What does she think about her journey from leading youth at her dad’s church in Lithonia, Ga., to touring with names like Matthew West?
“It’s crazy.”
But in a good way.
“It just blows me away that God would allow me to be a part of an industry that has had such a huge impact on my life,” the Atlanta native explained.
She recalled one moment her past and present seemed to collide in front of her.
As a teen, Jamie Grace was a big fan of the former group ZOEgirl. When she was 14, she attended a Winter Jam concert where the girl band was performing. There was only one thing standing in the way of fully enjoying the moment.
Her tics.
“As I get up to the table I just remember tears in my eyes, apologizing for being so weird and trying to explain to them what was going on,” Jamie Grace recalled.

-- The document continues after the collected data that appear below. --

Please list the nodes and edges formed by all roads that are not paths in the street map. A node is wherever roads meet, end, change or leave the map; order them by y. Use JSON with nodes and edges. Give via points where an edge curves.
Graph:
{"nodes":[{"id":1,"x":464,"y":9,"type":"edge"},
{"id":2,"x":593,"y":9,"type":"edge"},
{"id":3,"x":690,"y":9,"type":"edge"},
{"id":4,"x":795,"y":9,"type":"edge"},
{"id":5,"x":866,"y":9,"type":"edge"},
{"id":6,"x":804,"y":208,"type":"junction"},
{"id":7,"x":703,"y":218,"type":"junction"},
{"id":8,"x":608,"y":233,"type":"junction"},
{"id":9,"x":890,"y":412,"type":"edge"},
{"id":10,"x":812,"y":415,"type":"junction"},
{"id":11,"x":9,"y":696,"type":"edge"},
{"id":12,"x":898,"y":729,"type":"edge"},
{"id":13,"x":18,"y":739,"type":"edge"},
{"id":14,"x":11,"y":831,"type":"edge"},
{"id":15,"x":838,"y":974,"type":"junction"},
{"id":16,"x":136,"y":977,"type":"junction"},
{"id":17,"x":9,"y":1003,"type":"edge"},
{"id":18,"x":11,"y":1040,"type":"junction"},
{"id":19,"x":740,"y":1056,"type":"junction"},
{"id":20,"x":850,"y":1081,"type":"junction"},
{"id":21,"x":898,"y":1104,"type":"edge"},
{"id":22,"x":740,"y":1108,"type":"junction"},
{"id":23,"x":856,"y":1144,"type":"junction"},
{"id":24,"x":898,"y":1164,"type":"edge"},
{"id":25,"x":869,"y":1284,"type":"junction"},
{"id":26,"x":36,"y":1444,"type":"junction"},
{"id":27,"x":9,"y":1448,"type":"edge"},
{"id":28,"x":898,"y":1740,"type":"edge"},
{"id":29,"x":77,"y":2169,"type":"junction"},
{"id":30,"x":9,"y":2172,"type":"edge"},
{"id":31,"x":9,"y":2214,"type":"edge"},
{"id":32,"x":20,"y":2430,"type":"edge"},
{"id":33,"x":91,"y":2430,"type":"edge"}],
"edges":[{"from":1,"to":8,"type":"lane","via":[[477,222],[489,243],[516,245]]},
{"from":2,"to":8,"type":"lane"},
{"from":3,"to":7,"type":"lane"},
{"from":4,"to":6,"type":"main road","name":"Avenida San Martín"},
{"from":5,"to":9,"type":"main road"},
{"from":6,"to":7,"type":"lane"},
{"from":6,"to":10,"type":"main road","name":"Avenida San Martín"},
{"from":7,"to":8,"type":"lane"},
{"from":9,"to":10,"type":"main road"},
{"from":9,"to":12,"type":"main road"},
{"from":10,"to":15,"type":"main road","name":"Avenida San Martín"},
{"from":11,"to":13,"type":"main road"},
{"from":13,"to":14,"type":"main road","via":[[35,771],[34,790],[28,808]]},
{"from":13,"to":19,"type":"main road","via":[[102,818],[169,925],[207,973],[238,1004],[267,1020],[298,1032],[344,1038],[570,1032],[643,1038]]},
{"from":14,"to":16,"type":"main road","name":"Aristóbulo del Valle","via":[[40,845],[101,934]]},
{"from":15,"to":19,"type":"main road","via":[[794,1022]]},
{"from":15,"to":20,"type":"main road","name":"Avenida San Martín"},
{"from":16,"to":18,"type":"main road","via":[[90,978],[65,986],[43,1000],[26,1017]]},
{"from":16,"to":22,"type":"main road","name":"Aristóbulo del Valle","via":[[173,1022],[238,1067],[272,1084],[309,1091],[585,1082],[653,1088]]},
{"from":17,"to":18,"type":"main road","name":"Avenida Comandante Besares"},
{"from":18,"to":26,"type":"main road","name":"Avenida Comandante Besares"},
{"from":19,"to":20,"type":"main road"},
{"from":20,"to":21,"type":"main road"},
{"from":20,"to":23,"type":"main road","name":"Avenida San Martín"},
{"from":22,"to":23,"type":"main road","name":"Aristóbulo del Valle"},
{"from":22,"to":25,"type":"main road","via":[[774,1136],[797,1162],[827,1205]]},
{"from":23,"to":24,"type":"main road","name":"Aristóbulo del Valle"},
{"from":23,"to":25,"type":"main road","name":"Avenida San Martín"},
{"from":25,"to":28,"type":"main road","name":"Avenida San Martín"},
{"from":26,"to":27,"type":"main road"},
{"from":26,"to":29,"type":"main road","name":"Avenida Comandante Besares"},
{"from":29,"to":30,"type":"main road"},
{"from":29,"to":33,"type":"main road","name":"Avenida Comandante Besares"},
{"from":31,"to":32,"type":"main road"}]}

“And it was just their sweet words of telling me I didn’t have to be insecure and that God still loved me,” she continued. “I always just wanted to give that same feeling back to someone else.”
Two years ago she had that opportunity with a fan in Ohio.
“This moment felt precisely like that moment when I was 14. Here I am signing autographs and this girl, probably the exact same age as me [back then] comes up to me,” Jamie Grace shared.
“She just said to me, ‘I used to cut myself, but I know now that God is holding me after hearing your song, and I know I don’t have to cut myself anymore,'” the singer/songwriter continued.
“And I just got chills.
“I felt the Lord saying to me, ‘Because you were faithful, you were able to give that same feeling to this little girl what someone else’s ministry gave to you.'”
“I felt the Lord saying to me, ‘Because you were faithful, you were able to give that same feeling to this little girl what someone else’s ministry gave to you.'”
Remembering Home
Jamie Grace is no doubt a Southern girl, cowboy boots and all. She and her older sister Morgan, who also sings, were home-schooled by their mom.
“People would always pick on the way we were raised, but I’m thankful for that element of Jesus that was put in our home,” she said.
The rules of the house included no dating.
“I always tell people I’ve been single since I was born. I’m not ashamed to say that,” she said. “When dating is something that can be done with intention, don’t waste your time just doing it for fun. We’re too precious for that.”
In the meantime, Jamie Grace will continue to sing and give back to the youth at her home church when she can, as well as at Camp Electric, a growing worship music camp for kids. She’s already working on her second album and will perform with former American Idol contestant Mandisa after Winter Jam wraps up.
“It’s scary but it’s exciting and it’s a privilege to know that I’m a part of what God is doing in someone’s life,” Jamie Grace said. “If I can just be a small part of that then I can go to sleep happy.”